══ TASK MATERIAL

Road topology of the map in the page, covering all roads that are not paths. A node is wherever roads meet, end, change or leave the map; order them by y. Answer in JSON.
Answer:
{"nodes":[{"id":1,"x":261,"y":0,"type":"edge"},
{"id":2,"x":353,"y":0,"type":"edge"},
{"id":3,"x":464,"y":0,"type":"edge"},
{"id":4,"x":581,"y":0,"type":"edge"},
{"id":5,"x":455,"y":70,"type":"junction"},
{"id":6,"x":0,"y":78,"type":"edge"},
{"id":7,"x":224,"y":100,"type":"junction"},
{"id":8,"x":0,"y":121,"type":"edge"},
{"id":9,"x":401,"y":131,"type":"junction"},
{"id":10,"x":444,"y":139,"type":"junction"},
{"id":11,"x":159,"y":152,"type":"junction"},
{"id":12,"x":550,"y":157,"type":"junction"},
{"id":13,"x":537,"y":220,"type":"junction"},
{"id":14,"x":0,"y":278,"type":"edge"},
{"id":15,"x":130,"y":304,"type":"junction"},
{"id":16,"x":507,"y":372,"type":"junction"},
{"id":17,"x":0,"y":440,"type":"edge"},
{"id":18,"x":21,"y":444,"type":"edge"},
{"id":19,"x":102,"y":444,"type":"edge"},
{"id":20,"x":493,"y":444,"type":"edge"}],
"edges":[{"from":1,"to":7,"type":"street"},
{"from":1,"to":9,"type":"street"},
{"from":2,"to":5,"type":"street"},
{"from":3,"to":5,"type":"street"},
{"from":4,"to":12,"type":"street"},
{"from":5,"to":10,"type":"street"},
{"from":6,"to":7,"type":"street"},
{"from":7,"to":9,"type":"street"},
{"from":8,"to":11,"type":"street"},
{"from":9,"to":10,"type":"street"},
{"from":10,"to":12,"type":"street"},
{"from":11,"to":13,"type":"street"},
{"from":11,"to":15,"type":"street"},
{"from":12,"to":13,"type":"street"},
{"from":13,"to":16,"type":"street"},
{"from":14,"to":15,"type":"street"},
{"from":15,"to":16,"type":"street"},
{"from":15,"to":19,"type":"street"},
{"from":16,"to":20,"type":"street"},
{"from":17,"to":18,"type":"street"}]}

════

(INSTRUCTIONS FOR THE TASK)
Show, from the records above, every line that includes "junction".

(TASK SOLUTION)
{"id":5,"x":455,"y":70,"type":"junction"},
{"id":7,"x":224,"y":100,"type":"junction"},
{"id":9,"x":401,"y":131,"type":"junction"},
{"id":10,"x":444,"y":139,"type":"junction"},
{"id":11,"x":159,"y":152,"type":"junction"},
{"id":12,"x":550,"y":157,"type":"junction"},
{"id":13,"x":537,"y":220,"type":"junction"},
{"id":15,"x":130,"y":304,"type":"junction"},
{"id":16,"x":507,"y":372,"type":"junction"},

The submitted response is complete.